Buntut OTT Rektor Unila, KPK Bakal Telisik Penerimaan Mahasiswa Baru Jalur Mandiri Tahun Lalu

JAKARTA - Komisi Pemberantasan Korupsi (KPK) memastikan akan menelusuri dugaan suap penerimaan mahasiswa baru Universitas Lampung (Unila) dari tahun ke tahun.

Langkah ini dilakukan setelah mereka menangkap tangan Rektor Unila Karomani yang diduga menerima suap dari calon mahasiswa.

Kepala Bagian Pemberitaan KPK Ali Fikri mengatakan penyidik akan menelusuri ada atau tidaknya penyuapan pada tahun sebelumnya. "Tentu pasti kami dalami," kata Ali kepada wartawan, Kamis, 25 Agustus.

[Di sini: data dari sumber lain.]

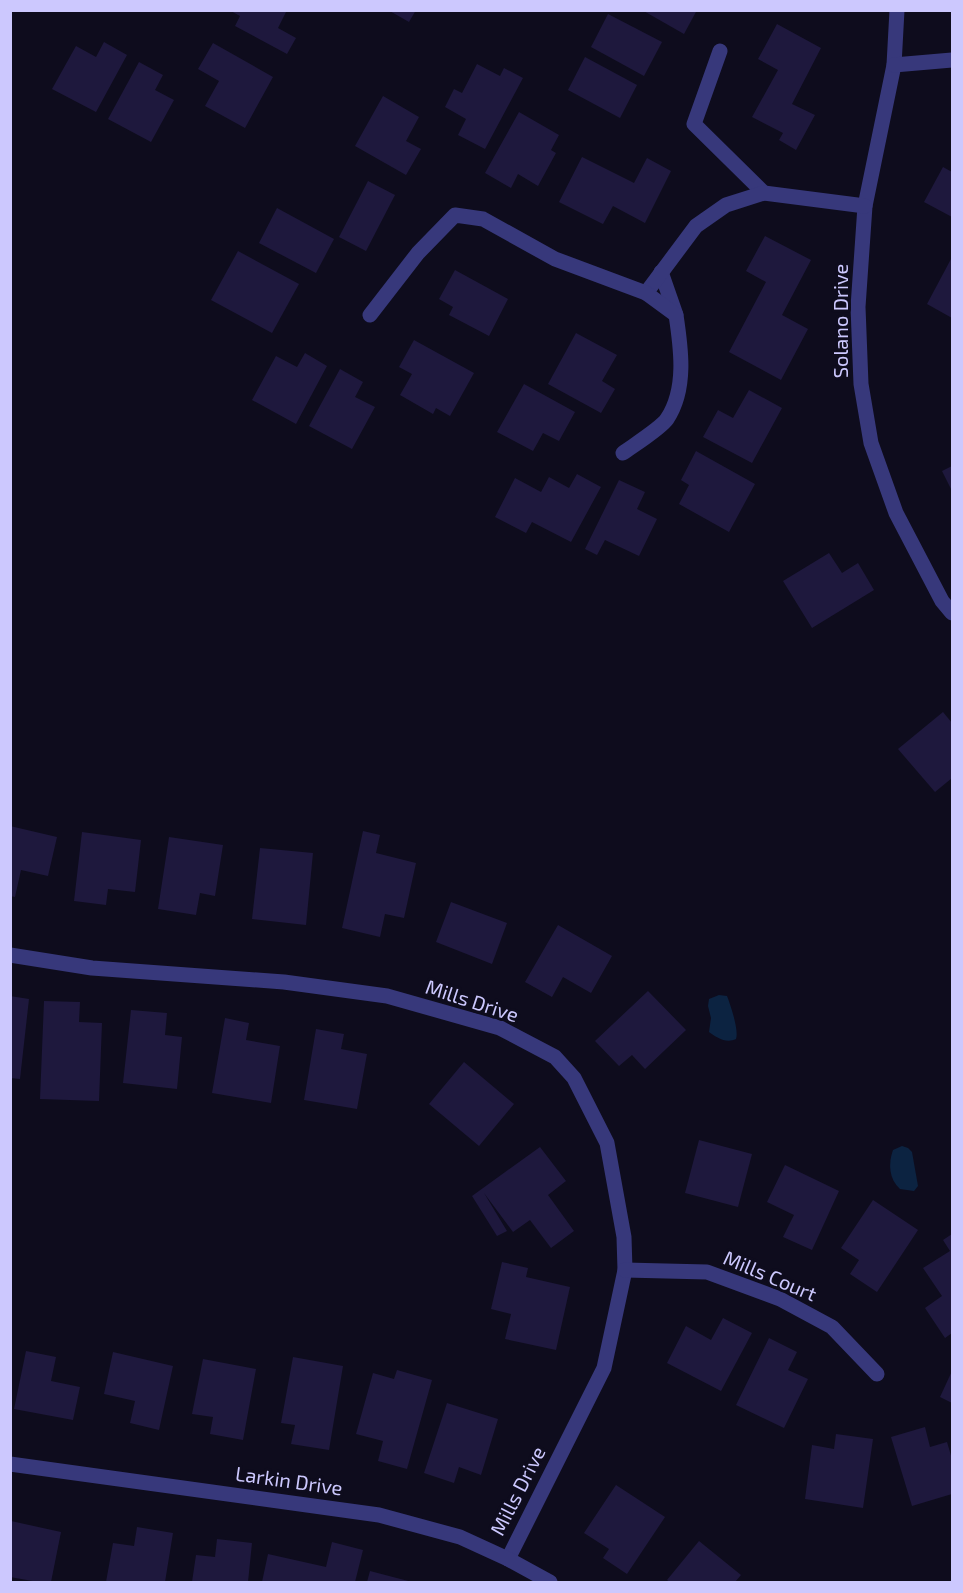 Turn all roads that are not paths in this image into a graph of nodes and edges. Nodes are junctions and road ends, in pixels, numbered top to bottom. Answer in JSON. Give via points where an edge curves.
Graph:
{"nodes":[{"id":1,"x":897,"y":10,"type":"edge"},
{"id":2,"x":720,"y":51,"type":"dead end"},
{"id":3,"x":952,"y":60,"type":"edge"},
{"id":4,"x":894,"y":65,"type":"junction"},
{"id":5,"x":764,"y":193,"type":"junction"},
{"id":6,"x":865,"y":206,"type":"junction"},
{"id":7,"x":661,"y":272,"type":"junction"},
{"id":8,"x":646,"y":293,"type":"junction"},
{"id":9,"x":370,"y":315,"type":"dead end"},
{"id":10,"x":676,"y":315,"type":"junction"},
{"id":11,"x":623,"y":453,"type":"dead end"},
{"id":12,"x":952,"y":614,"type":"edge"},
{"id":13,"x":10,"y":955,"type":"edge"},
{"id":14,"x":625,"y":1270,"type":"junction"},
{"id":15,"x":877,"y":1374,"type":"dead end"},
{"id":16,"x":10,"y":1464,"type":"edge"},
{"id":17,"x":508,"y":1559,"type":"junction"},
{"id":18,"x":550,"y":1582,"type":"edge"}],
"edges":[{"from":1,"to":4,"type":"street","name":"Solano Drive"},
{"from":2,"to":5,"type":"street","via":[[694,124]]},
{"from":3,"to":4,"type":"street"},
{"from":4,"to":6,"type":"street","name":"Solano Drive"},
{"from":5,"to":6,"type":"street"},
{"from":5,"to":7,"type":"street","via":[[726,205],[696,226]]},
{"from":6,"to":12,"type":"street","name":"Solano Drive","via":[[858,307],[861,384],[871,443],[896,513]]},
{"from":7,"to":8,"type":"street"},
{"from":7,"to":10,"type":"street"},
{"from":8,"to":9,"type":"street","via":[[555,259],[483,219],[455,215],[418,253]]},
{"from":8,"to":10,"type":"street"},
{"from":10,"to":11,"type":"street","via":[[682,352],[677,395],[667,420]]},
{"from":13,"to":14,"type":"street","name":"Mills Drive","via":[[92,968],[284,982],[387,996],[500,1028],[555,1057],[574,1078],[608,1143],[624,1237]]},
{"from":14,"to":15,"type":"street","name":"Mills Court","via":[[707,1272],[780,1299],[832,1327]]},
{"from":14,"to":17,"type":"street","name":"Mills Drive","via":[[604,1368]]},
{"from":16,"to":17,"type":"street","name":"Larkin Drive","via":[[379,1515],[460,1537]]},
{"from":17,"to":18,"type":"street","name":"Larkin Drive"}]}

Meski begitu, KPK kini tengah fokus untuk merampungkan kasus yang menjerat Karomani saat ini. Penggeledahan di sejumlah tempat, termasuk di gedung kampus terus dilakukan.

Selain itu, penyidik juga akan memanggil sejumlah saksi yang diduga mengetahui praktik jual beli kursi bagi calon mahasiswa Unila.

"Kami berharap para saksi kooperatif hadir dan menerangkan apa adanya di hadapan penyidik," tegas Ali.

Tak hanya itu, masyarakat yang mengetahui praktik lancung di Unila melapor. KPK, kata Ali, perlu dukungan semua pihak untuk mengusut tuntas dugaan suap penerimaan mahasiswa baru tersebut.

"Dukungan masyarakat juga kami harapkan agar pemberantasan korupsi menjadi efektif sesuai tujuan upaya-upaya penurunan angka korupsi melalui penindakan," ujarnya.

Sebelumnya, KPK menetapkan empat tersangka dugaan suap penerimaan mahasiswa baru pada Universitas Lampung tahun 2022. Penetapan tersangka ini berawal dari operasi tangkap tangan yang dilakukan di Lampung, Bandung, dan Bali.

Para tersangka yang terjerat kasus ini adalah Rektor Universitas Lampung 2020-2024 Karomani; Wakil Rektor I Bidang Akademik Universitas Lampung Heryandi; Ketua Senat Universitas Lampung Muhammad Basri; dan swasta Andi Desfiandi.

Dalam kasus ini, Karomani diduga mematok harga bagi calon mahasiswa baru di kampusnya dengan kisaran Rp100 juta hingga Rp350 juta saat melaksanakan Seleksi Mandiri Masuk Universitas Lampung (Simanila). Permintaan ini disampaikan setelah Heryandi dan Muhammad Basri menyeleksi secara personal kesanggupan orang tua mahasiswa untuk membayar.

Salah satu keluarga calon peserta Simanila, Andi kemudian berinisiatif membayar setelah keluarganya diterima sebagai mahasiswa karena bantuan Karomani. Dia kemudian menyerahkan uang tunai sebesar Rp150 juta di Lampung yang diambil oleh seorang dosen, yaitu Mualimin.

Dari perbuatannya itu, Karomani diduga berhasil mengumpulkan uang sebesar Rp603 juta dari Mualimin yang kemudian digunakan untuk keperluan pribadi sebesar Rp575 juta.

Sementara dari Muhammad Basri dan Budi Sutomo yang merupakan Kepala Biro Perencanaan dan Hubungan Masyarakat Universitas Lampung, diduga total uang yang diterima Karomani mencapai Rp4,4 miliar. Uang ini kemudian dialihkan menjadi tabungan deposito, emas batangan, dan masih ada yang dalam bentuk tunai.